2009/10/5 Charles R Harris <
charlesr.harris@gmail.com>:
>
>
> On Mon, Oct 5, 2009 at 7:29 PM, Anne Archibald <
peridot.faceted@gmail.com>
> wrote:
>>
>> 2009/10/5 Charles R Harris <
charlesr.harris@gmail.com>:
>> >
>> >
>> > On Mon, Oct 5, 2009 at 3:20 PM, Anne Archibald
>> > <
peridot.faceted@gmail.com>
>> > wrote:
>> >>
>> >> 2009/10/5 David Goldsmith <
d.l.goldsmith@gmail.com>:
>> >> > Just curious, Anne: have you anything in particular in mind (i.e.,
>> >> > are
>> >> > there
>> >> > some small - or gaping - holes in scipy (IYO, of course) which you
>> >> > know
>> >> > could be filled by a careful implementation of something(s) extant in
>> >> > the
>> >> > literature)?
>> >>
>> >> Well, not exactly - the examples I had in mind were minor and/or in
>> >> the past. I ran into problems with scipy's hyp2f1, for example, so I
>> >> went and looked up the best algorithm I could find for it (and I think
>> >> I contributed that code). I wanted the Kuiper test as an alternative
>> >> to the Kolmogorov-Smirnov test (it's invariant under cyclic
>> >> permutations, and is sensitive to different features of the
>> >> distribution) so I looked up the test and the special function needed
>> >> to interpret its results. (I haven't contributed this to scipy yet,
>> >> mostly because I chose an interface that's not particularly compatible
>> >> with that for scipy's K-S test.) And on a larger scale, that's what
>> >> scipy.spatial's kdtree implementation is.
>> >>
>> >> For examples where I think a bit of lit review plus implementation
>> >> work might help, I'd say that the orthogonal polynomials could use
>> >> some work - the generic implementation in scipy.special falls apart
>> >> rapidly as you go to higher orders.

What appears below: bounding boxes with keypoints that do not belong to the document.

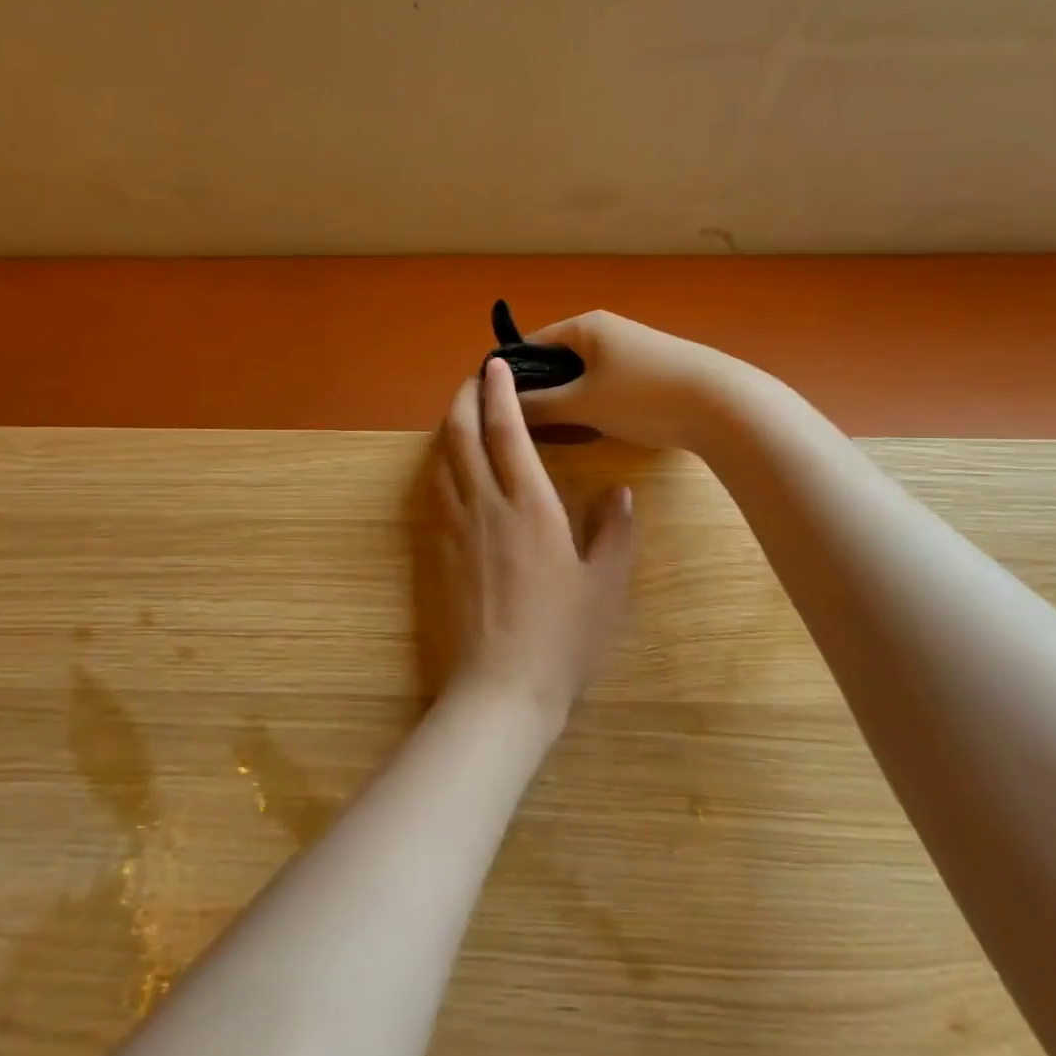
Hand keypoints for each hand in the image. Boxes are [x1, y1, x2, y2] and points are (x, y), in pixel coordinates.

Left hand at [428, 357, 635, 728]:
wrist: (499, 690)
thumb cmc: (561, 639)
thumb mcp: (606, 587)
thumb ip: (615, 532)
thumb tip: (622, 491)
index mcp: (529, 506)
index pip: (508, 431)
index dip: (501, 392)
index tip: (496, 364)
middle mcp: (484, 505)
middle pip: (462, 433)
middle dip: (464, 396)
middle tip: (474, 377)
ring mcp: (453, 527)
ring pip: (441, 459)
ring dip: (448, 425)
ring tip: (462, 411)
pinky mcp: (435, 550)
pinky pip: (432, 490)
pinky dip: (439, 463)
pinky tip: (447, 465)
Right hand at [512, 311, 745, 451]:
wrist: (723, 404)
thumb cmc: (642, 396)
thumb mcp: (583, 404)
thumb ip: (539, 406)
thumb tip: (503, 407)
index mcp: (586, 326)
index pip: (532, 343)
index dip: (512, 374)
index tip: (495, 406)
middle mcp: (608, 330)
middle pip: (559, 360)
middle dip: (543, 390)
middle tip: (529, 426)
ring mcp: (634, 349)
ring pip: (585, 375)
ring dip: (571, 400)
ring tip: (562, 432)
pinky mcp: (654, 370)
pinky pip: (610, 384)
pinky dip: (597, 403)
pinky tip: (599, 429)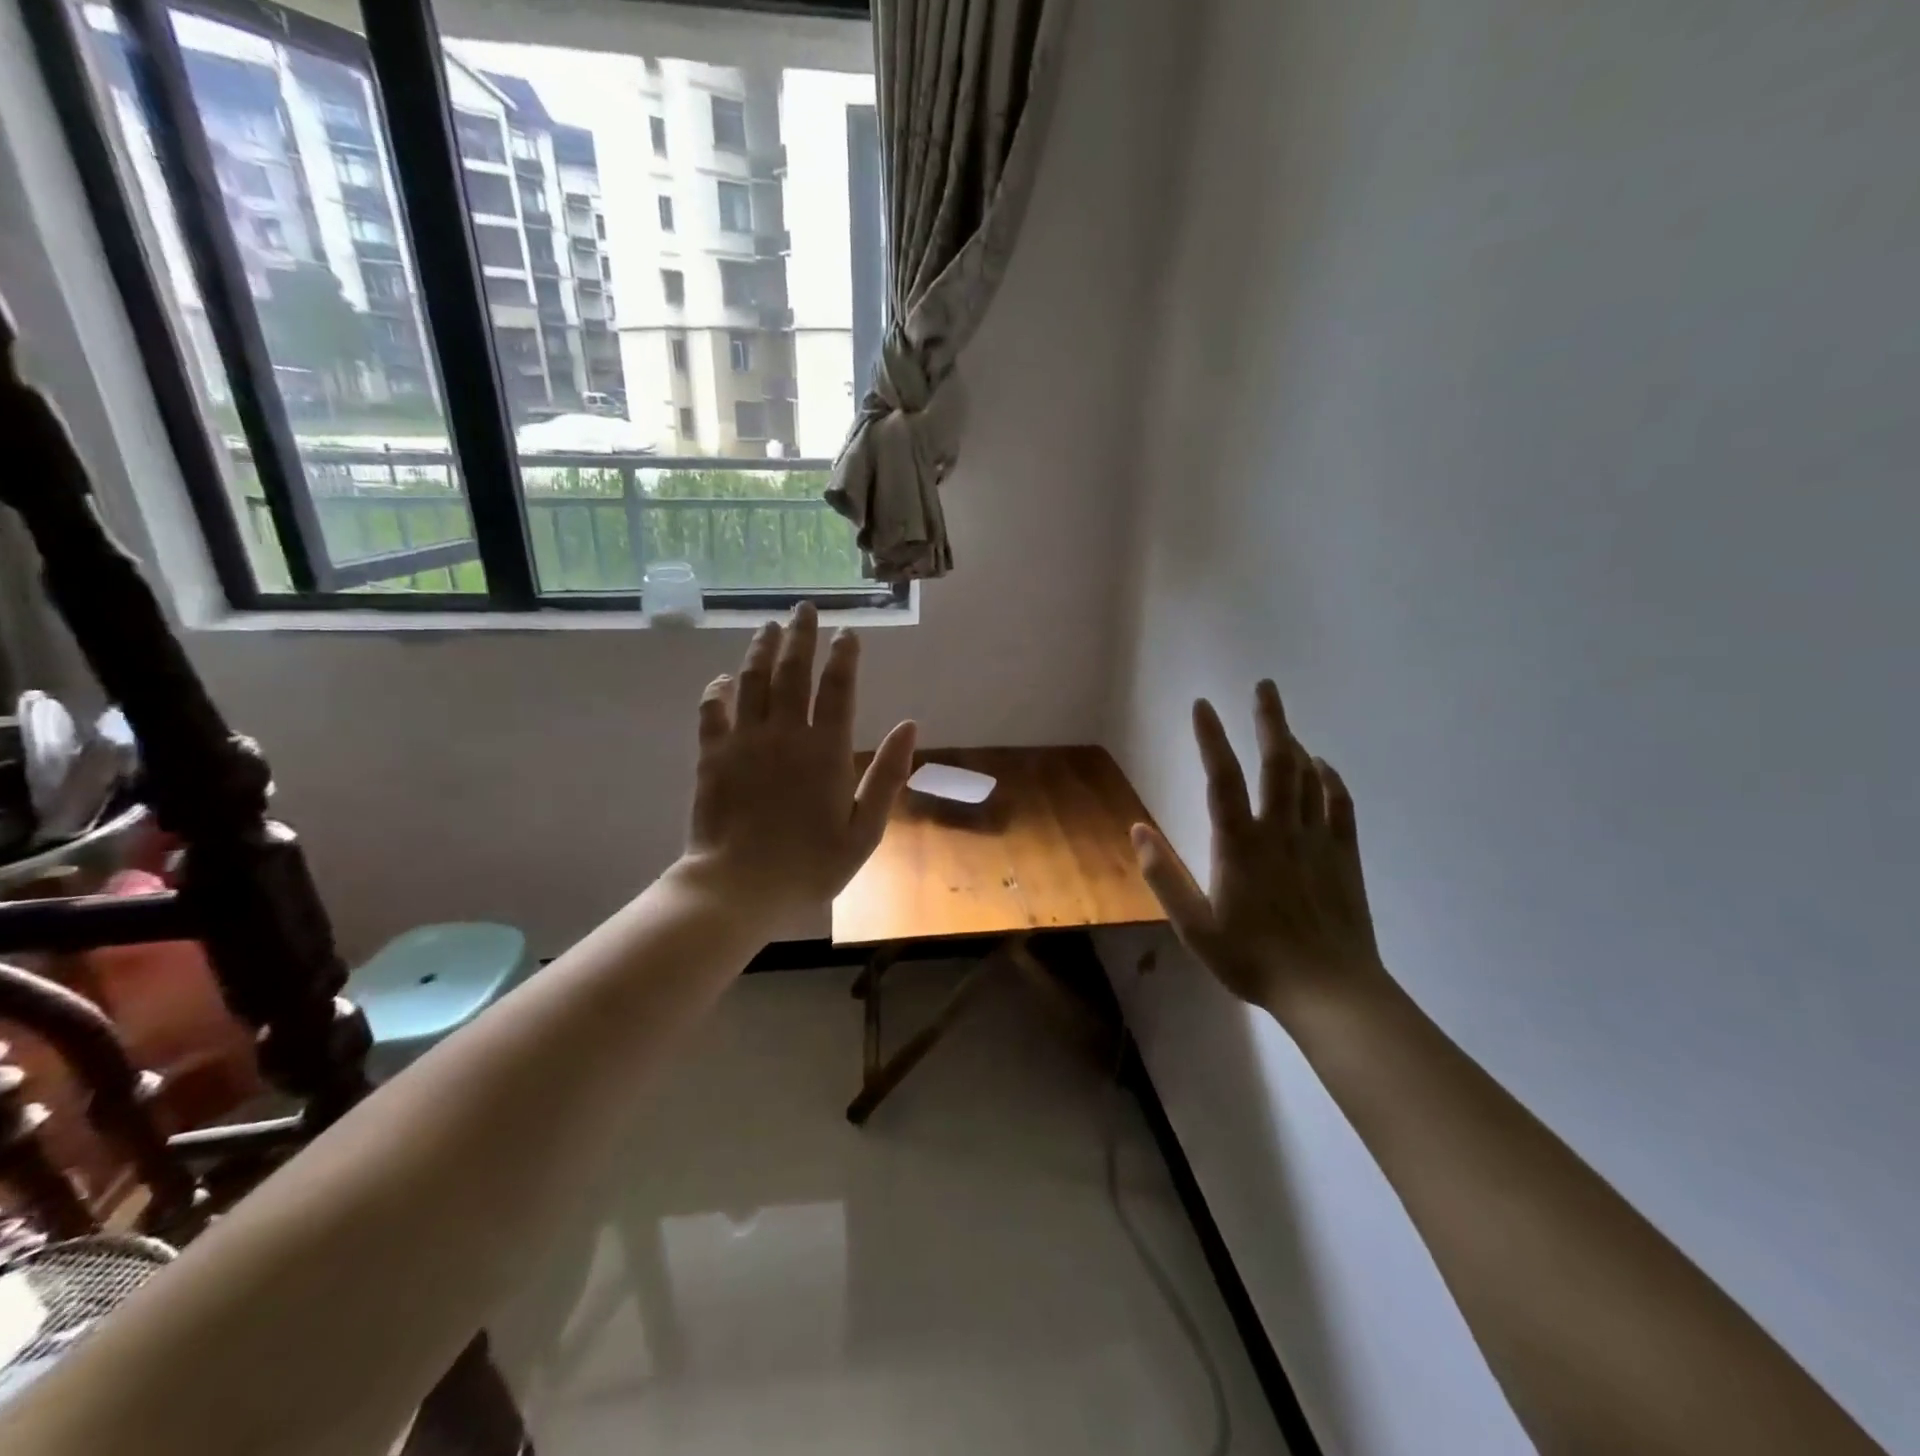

I always implement my own
>> >> Chebyshev polynomials using the cos(n*arccos(x)) expression, for
>> >> example, and special implementations for the others might be very
>> >> useful.
>> >>
>> >
>> > At what order does the scipy implementation of the Chebyshev polynomials
>> > fall apart? I looked briefly at that package a long time ago, but never
>> > used
>> > it. I ask so I can check the chebyshev module that is going into numpy.
>>
>> By n=30 they are off by as much as 0.0018 on [-1,1]; n=31 they are off
>> by 0.1, and by n=35 they are off by four - not great for values that
>> should be in the interval [-1,1]. This may seem like an outrageously
>> high degree for a polynomial, but there's no reason they need be this
>> bad, and one could quite reasonably want to use an order this high,
>> say for function approximation.
>>
>
> Hmm, I get an maximum error of about 1e-13 for n=100 using my routine, which
> isn't great and can be improved a bit with a few tricks, but is probably
> good enough. That's using simple Clenshaw recursion for the evaluation.
> There must be something seriously wrong with the scipy version. I routinely
> use fits with n > 50 because truncating such a series gives a good
> approximation to the minmax fit and it's also nice to see how the
> coefficients fall off to estimate the size of the truncation error.